Batam, Gatra.com - Ribuan masyarakat Melayu Kepulauan Riau melakukan demonstrasi di Kantor Badan Pengusahaan (BP), Rabu (23/8). Massa yang datang umumnya menolak rencana relokasi 16 Kampung Tua di Rempang Galang untuk pembangunan industri terpadu.
Ribuan warga yang datang berasal dari sejumlah kampung tua yang ada di Batam dan Tanjungpinang. Massa berorasi di Bundaran Kantor BP Batam untuk menyampaikan aspirasi. Kumandang Takbir pun bergema disela aksi masa tersebut.
Petugas gabungan juga terlihat bersiaga di lokasi untuk pengamanan jalannya demonstrasi. Massa yang terus merangsek masuk membuat suasana sedikit memanas. Saling dorong antara para pendemo dan petugas pengamanan di gerbang kantor tersebut.
Komandan Daerah Militer (Kodim) Batam Letkol Inf Galih Bramantyo sempat terkena lemparan batu dari arah kerumunan demonstran dibagian hidung hibgga terluka. Perwakilan pendemo sempat diundang untuk berdialog di dalam gedung, sebagai upaya untuk meredam emosi massa.
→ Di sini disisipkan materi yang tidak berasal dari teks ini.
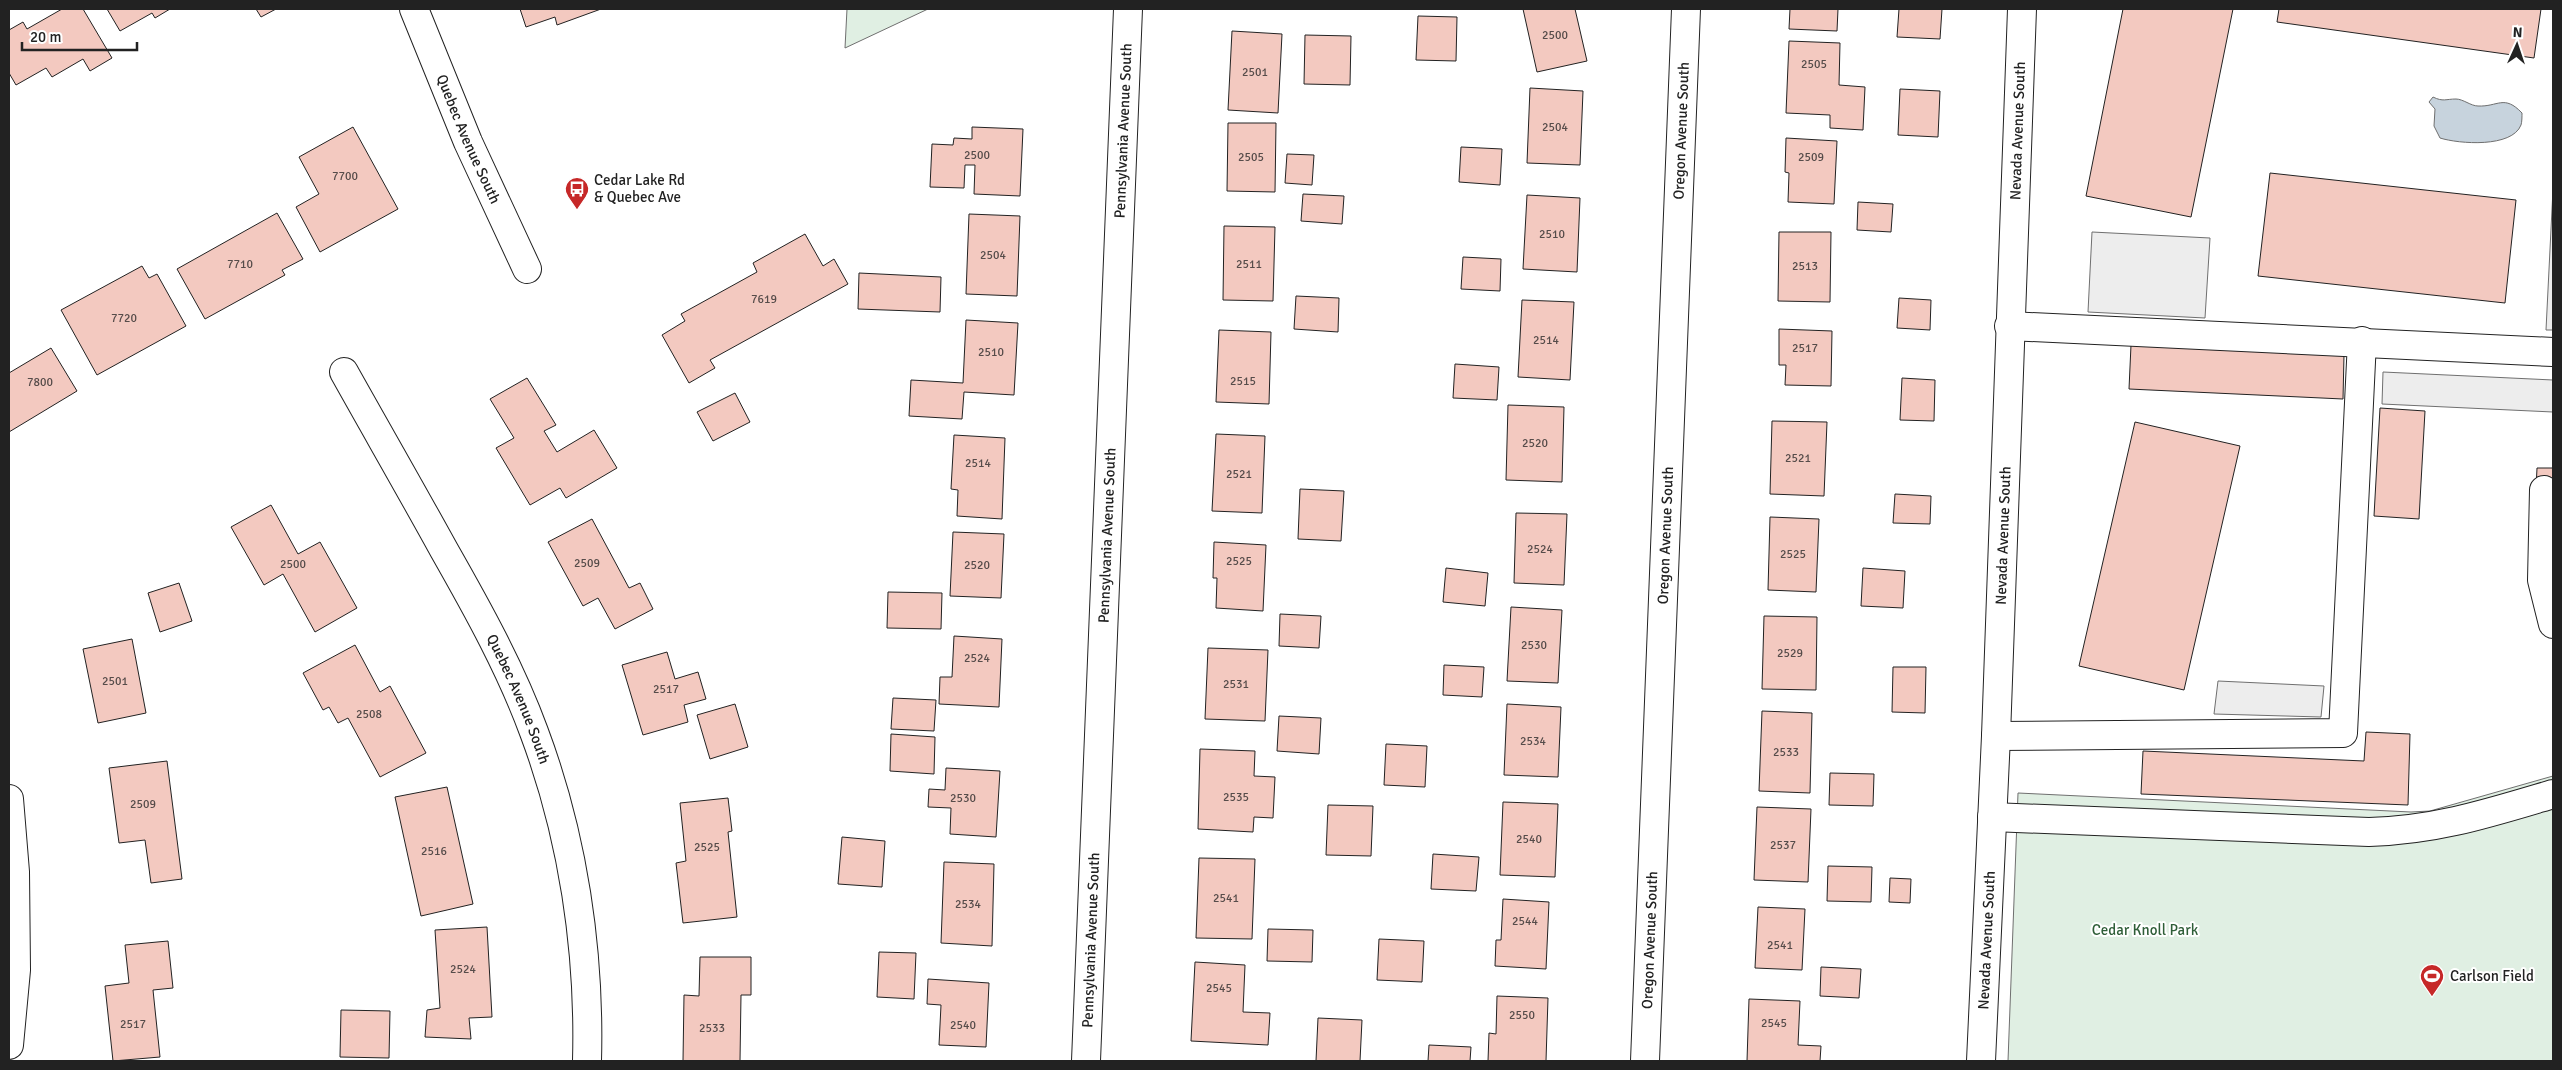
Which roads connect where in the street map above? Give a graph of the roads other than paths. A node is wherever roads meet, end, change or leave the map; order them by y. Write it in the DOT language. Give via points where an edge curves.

Penolakan warga Melayu lantaran mereka akan direlokasi dengan ganti rugi oleh pengambang. Salah satunya kawasan terpadu Pulau Rempang yang akan dibangun kontruksi industri kaca terbesar di dunia. Nilai investasi tak tanggung-tanggung sekitar Rp 381 triliun untuk realisasi investasi di Pulau Rempang agar segera dimulai.
Disamping itu penolakan dari warga ini lantaran, tempat yang mereka tinggali saat ini adalah tanah adat. Sementara warga sudah lama tinggal di kampung tersebut turun temurun.
Masyarakat Melayu yang melakukan aksi unjuk rasa di Kantor Badan Pengusahaan (BP) Batam, menolak hasil kesepekatan yang diajukan BP Batam dalam pertemuan yang berlangsung selama kurang lebih dua jam di Gedung Marketing BP Batam.
Koordinator aksi, Dian Ardiandi menyampaikan, bahwa pihak BP Batam, hanya sepakati dua poin terkait permintaan dan tuntutan warga Rempang Batam.
Kedua poin yang dimaksud yakni, poin satu BP Batam akan mengajak seluruh perwakilan masyarakat untuk melakukan pertemuan dengan Menteri Investasi dan BKPM RI, serta Menteri Lingkungan Hidup dan Kehutanan dalam menyampaikan aspirasi terkait 16 titik Kampung Tua di Kecamatan Rempang.
Poin kedua adalah, pengukuran tata batas guna pelepasan hutan produksi yang dapat dikonversi yang dilaksanakan BP Batam, tetap dilanjutkan dengan memberitahukan kepada perangkat RT/RW dan melibatkan warga setempat.
"Kami tidak setuju dengan apa yang diminta oleh BP Batam, untuk itu kami tidak akan tandatangan surat perjanjian ini," ucapnya, dari atas mobil sound sistem.
Setelah menolak perjanjian yang disepakati bersama pihak BP Batam, pihaknya kemudian kembali menjelaskan mengenai permintaan agar relokasi tanpa syarat harus tetap direalisasikan BP Batam. Surat kesepakatan antara perwakilan warga dan BP Batam sempat disobek oleh peserta aksi demo.
Tidak hanya itu, pihak BP Batam juga diminta untuk menghentikan proses pengukuran lahan, dan pematokan lahan di wilayah Kecamatan Rempang Batam.
"Melayu tidak akan berubah. Melayu tidak jadi penghianat dan akan tetap konsisten pada kesepakatan awal," tegasnya.
Sejak lanching Pengembangan Kawasan Rempang Eco-City pada bulan April silam. BP Batam menyerahkan Surat Keputusan (SK) kepada PT Megah Elok Graga (MEG) sebagai pengelola pengembangan Pulau Rempang yang kemudian secara resmi diberi nama Kawasan Rempang Eco-City.
Bahkan, Menteri Investasi sekaligus Kepala Badan Koordinasi Penanaman Modal (BKPM) Republik Indonesia, Bahlil Lahadalia, berkesempatan untuk meninjau rencana pengembangan mega proyek Pulau Rempang, Minggu (13/8).
Dalam kunjungannya, Bahlil juga menyempatkan waktu untuk berdialog dengan masyarakat setempat. Menteri berjanji akan mencari solusi ranpa ada pihak yang merasa dirugikan.